◆ THE PROBLEM: Copy each line below in which the string "Buschstraße" occurs.

◆ DATA FOR ANALYSIS:

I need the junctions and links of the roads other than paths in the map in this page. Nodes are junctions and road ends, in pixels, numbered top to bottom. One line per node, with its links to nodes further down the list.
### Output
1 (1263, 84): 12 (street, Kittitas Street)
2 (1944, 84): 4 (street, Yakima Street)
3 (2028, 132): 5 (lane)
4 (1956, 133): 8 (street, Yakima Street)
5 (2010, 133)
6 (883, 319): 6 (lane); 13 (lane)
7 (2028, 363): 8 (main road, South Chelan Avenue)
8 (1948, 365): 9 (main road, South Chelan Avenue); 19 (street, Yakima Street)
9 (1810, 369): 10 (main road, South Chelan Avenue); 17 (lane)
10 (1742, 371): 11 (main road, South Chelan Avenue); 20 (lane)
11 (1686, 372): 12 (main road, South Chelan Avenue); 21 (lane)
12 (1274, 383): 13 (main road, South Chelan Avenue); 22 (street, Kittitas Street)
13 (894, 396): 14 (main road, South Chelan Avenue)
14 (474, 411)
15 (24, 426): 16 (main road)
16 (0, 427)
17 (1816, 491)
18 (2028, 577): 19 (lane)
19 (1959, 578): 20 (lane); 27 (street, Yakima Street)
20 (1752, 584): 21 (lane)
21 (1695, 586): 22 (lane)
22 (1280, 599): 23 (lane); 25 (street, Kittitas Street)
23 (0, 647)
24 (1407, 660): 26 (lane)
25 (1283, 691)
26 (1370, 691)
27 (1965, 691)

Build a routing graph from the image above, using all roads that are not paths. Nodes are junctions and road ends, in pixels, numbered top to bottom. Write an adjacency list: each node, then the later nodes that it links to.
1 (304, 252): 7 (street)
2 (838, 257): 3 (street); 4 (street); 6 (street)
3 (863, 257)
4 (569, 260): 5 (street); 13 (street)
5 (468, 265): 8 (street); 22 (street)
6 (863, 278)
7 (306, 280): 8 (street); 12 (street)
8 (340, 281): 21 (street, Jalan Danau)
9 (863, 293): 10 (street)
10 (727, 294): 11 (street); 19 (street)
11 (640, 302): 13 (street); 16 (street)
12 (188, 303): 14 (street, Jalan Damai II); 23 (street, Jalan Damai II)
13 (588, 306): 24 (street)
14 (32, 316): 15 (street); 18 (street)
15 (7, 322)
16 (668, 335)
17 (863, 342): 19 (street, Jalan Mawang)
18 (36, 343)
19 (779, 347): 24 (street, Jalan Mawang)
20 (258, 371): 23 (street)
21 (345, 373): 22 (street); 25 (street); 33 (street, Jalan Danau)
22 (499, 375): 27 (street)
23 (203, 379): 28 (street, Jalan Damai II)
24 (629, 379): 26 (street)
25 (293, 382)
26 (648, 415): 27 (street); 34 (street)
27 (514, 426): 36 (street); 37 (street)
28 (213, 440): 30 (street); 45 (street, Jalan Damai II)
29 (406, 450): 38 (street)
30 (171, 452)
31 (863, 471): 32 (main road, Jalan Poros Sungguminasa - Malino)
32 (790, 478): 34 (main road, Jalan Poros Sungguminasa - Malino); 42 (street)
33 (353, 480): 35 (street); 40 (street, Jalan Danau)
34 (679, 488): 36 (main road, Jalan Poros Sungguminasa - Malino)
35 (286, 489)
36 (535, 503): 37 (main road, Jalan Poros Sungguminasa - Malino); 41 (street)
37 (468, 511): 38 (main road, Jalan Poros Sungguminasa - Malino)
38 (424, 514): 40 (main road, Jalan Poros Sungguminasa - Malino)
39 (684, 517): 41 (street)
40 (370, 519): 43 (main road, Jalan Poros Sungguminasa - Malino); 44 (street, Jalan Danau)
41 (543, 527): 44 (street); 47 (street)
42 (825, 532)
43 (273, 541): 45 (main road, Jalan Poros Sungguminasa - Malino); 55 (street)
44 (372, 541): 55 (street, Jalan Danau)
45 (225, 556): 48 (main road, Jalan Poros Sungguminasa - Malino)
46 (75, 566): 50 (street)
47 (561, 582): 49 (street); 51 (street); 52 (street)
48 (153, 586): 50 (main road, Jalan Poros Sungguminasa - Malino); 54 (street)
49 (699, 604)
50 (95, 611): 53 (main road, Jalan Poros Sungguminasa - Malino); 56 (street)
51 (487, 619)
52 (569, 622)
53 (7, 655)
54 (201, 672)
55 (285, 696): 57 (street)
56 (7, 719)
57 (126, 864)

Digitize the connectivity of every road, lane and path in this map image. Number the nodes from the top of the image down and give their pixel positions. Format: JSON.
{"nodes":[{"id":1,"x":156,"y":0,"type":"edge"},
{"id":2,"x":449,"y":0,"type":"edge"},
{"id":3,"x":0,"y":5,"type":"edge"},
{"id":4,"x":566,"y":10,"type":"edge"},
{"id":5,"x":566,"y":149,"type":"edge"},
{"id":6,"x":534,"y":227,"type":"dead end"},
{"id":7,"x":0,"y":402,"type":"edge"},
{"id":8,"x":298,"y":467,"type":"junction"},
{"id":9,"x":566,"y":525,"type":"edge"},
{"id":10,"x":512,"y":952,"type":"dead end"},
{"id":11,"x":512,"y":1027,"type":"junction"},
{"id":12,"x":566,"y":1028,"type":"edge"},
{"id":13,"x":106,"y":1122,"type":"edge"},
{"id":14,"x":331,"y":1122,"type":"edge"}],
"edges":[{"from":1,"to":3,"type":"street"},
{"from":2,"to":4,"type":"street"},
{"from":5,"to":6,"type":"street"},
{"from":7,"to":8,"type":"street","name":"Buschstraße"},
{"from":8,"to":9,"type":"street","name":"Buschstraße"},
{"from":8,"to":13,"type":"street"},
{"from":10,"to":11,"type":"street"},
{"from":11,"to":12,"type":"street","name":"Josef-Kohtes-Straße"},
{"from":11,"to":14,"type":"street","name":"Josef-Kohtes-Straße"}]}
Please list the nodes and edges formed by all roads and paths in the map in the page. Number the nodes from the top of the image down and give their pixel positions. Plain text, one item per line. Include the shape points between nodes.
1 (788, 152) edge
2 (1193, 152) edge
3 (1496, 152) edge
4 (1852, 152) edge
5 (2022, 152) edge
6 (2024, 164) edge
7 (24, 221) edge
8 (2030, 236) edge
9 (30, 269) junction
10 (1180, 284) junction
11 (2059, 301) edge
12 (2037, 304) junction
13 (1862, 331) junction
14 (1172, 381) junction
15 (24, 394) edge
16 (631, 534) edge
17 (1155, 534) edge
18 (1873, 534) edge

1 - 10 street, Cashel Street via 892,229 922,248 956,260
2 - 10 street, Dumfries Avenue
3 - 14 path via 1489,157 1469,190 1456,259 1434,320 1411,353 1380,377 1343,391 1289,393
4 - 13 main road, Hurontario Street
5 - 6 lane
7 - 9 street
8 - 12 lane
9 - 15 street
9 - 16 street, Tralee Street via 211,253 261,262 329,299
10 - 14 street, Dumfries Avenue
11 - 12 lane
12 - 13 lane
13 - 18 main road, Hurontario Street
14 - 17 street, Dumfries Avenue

◆ SOLUTION:
{"from":7,"to":8,"type":"street","name":"Buschstraße"},
{"from":8,"to":9,"type":"street","name":"Buschstraße"},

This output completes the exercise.